Ruleset Commons: Provenanced Rulesets by Region and Industry

Most API linting runs on nothing you own. In a study of 1,005 real-world Spectral pipelines, 63% ran the linter’s implicit defaults and only 8 extended a shared, remote ruleset. The demand for governance is there; the supply of adoptable, owned rulesets is not. So we built Ruleset Commons — a curated registry of rulesets you can adopt by reference, by region and by industry, instead of silently running Spectral’s, Redocly’s, or vacuum’s defaults.

Try it → rulesets.apicommons.org

Adoptable and Provenanced

Every entry answers two questions the defaults never do. Who owns this — a real, named owner and a URL where that ownership is documented, because a ruleset without an owner is a config, not a standard. And how do I adopt it — a copy-paste adoptVia snippet: a remote extends URL, an npm package, or config to paste. You adopt by reference so you inherit updates instead of forking a frozen copy.
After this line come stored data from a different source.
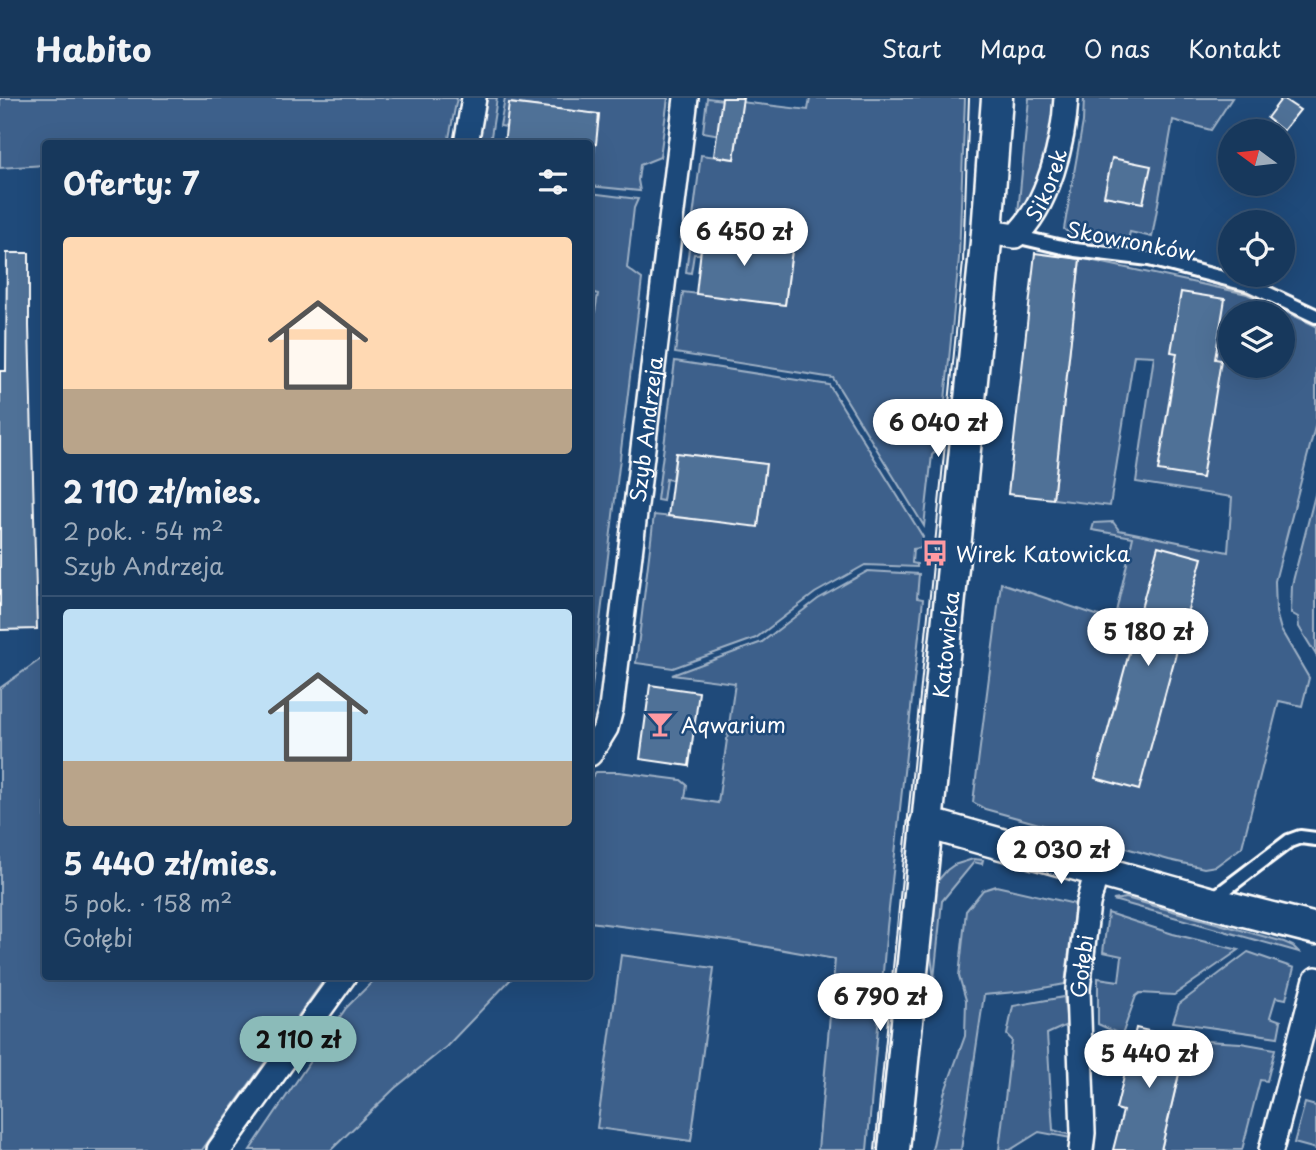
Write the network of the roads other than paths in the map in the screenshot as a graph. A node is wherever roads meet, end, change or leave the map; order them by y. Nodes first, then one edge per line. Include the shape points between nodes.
1 (474, 98) edge
2 (687, 98) edge
3 (997, 98) edge
4 (1066, 98) edge
5 (467, 140) edge
6 (1001, 234) junction
7 (1316, 316) edge
8 (593, 749) edge
9 (926, 823) junction
10 (1316, 839) edge
11 (1097, 870) junction
12 (1209, 901) junction
13 (1316, 929) edge
14 (1316, 979) edge
15 (341, 980) edge
16 (219, 1150) edge
17 (894, 1150) edge
18 (1081, 1150) edge
19 (1271, 1150) edge

1 - 5 street
2 - 8 street, Szyb Andrzeja via 611,709
3 - 6 street, Katowicka
4 - 6 street, Sikorek via 1042,199 1028,222
6 - 7 lane, Skowronków via 1149,259 1250,285
6 - 9 street, Katowicka
9 - 11 street
9 - 17 street, Katowicka
10 - 12 lane via 1289,841
11 - 12 street
11 - 18 street, Gołębi via 1088,904 1078,989
12 - 13 street
14 - 19 street
15 - 16 street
Each entry also carries a governed flag, so the registry stays honest about what is a real standard and what is just a tool default.

Flag Meaning
Governed An owned, provenanced standard with naming, ownership, and domain rules — Italy’s api-oas-checker, the NL API Design Rules, the OWASP security rulesets.
Default A tool’s built-in config, honestly labeled — spectral:oas, Redocly recommended, vacuum’s defaults — so teams can see what they are actually running and swap it for something owned.

One Open Data File

In the spirit of the MCP Install client registry, the whole commons is a single open, machine-readable file — rulesets.json — served as open data at /rulesets.json and validated by a published JSON Schema. Each entry records its id, publisher, category (national, industry, security, vendor-default, community, company), provenance, sourceUrl, adoptVia, artifactTypes, and governed flag. The website is simply a browsable directory over that file, with category, artifact-type, and governed-versus-default filters plus search and a copy-paste “how to adopt” snippet.
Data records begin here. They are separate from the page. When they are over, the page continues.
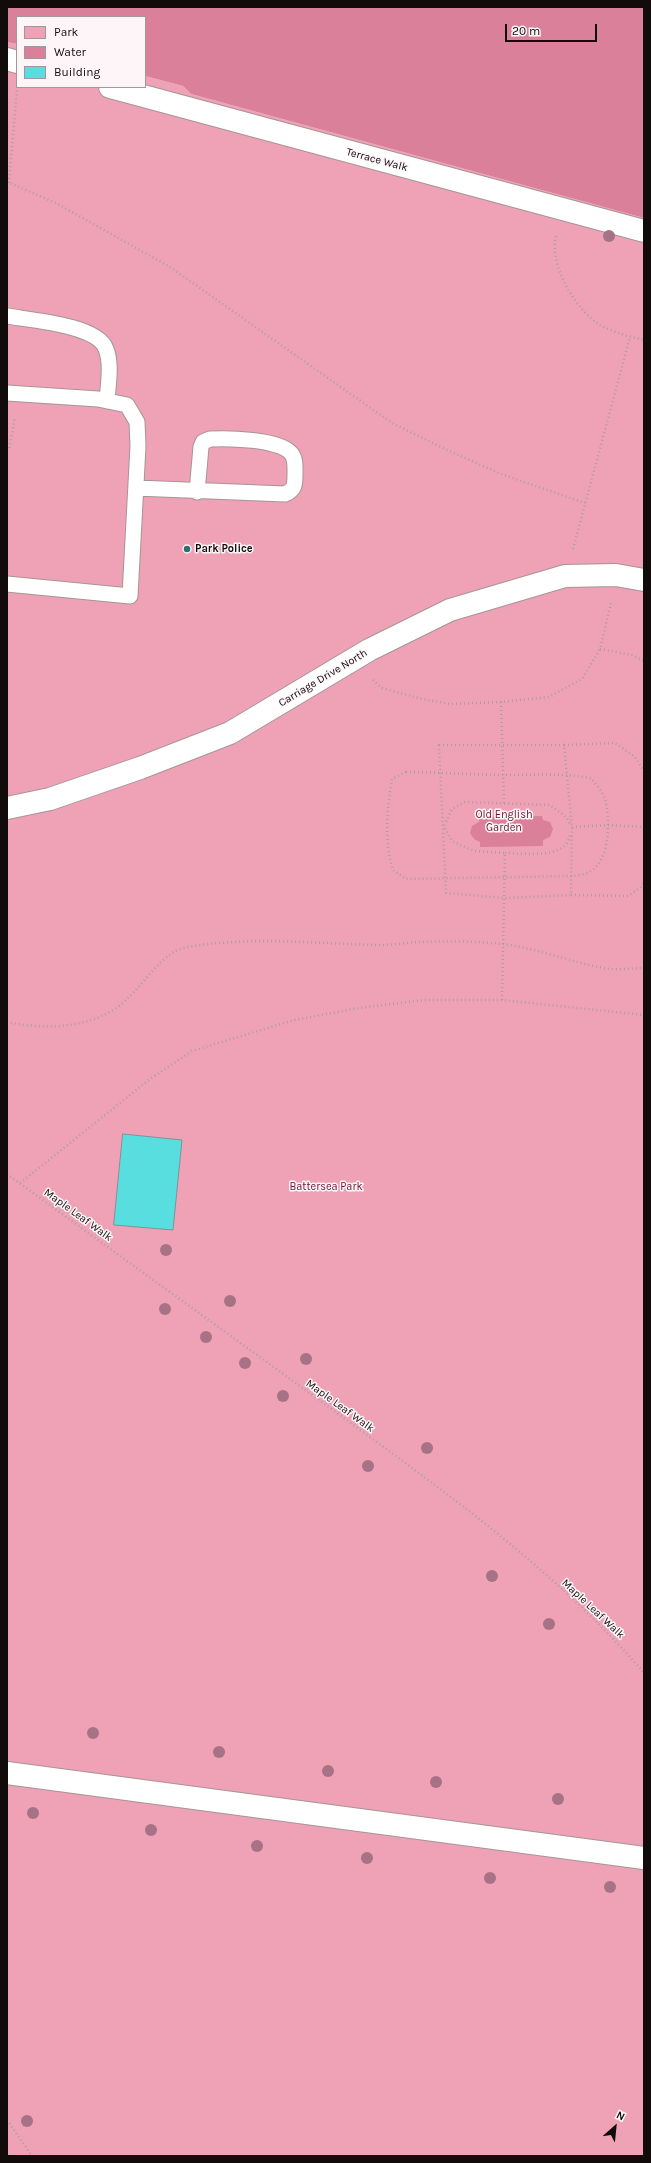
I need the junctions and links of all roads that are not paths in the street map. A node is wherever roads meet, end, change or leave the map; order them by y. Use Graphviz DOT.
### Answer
graph roads {
  1 [pos="114,88"];
  2 [pos="644,231"];
  3 [pos="7,316"];
  4 [pos="12,394"];
  5 [pos="107,401"];
  6 [pos="136,488"];
  7 [pos="197,492"];
  8 [pos="644,580"];
  9 [pos="7,584"];
  10 [pos="7,808"];
  11 [pos="7,1773"];
  12 [pos="644,1858"];
  1 -- 2 [label="street, Terrace Walk"];
  3 -- 5 [label="lane"];
  4 -- 5 [label="lane"];
  5 -- 6 [label="lane"];
  6 -- 7 [label="lane"];
  6 -- 9 [label="lane"];
  7 -- 7 [label="lane"];
  8 -- 10 [label="street, Carriage Drive North"];
  11 -- 12 [label="street"];
}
The seed set is mined from real ecosystem usage — including every remote ruleset observed in our Spectral pipelines research corpus, from the Italian and Dutch government rulesets to the single most-referenced remote ruleset in the whole corpus, alongside the OWASP security rulesets and the honestly-labeled vendor defaults. The commons grows by pull request against rulesets.json: fork, add an object with a genuine owner and a resolvable adoptVia value, and open a PR.

Ruleset Commons is one of the API Commons tools, and like the rest of them it is open, portable, and Spectral underneath — because the rulesets that decide whether an API is any good should not be locked inside a vendor. It is part of a series introducing the tools one at a time.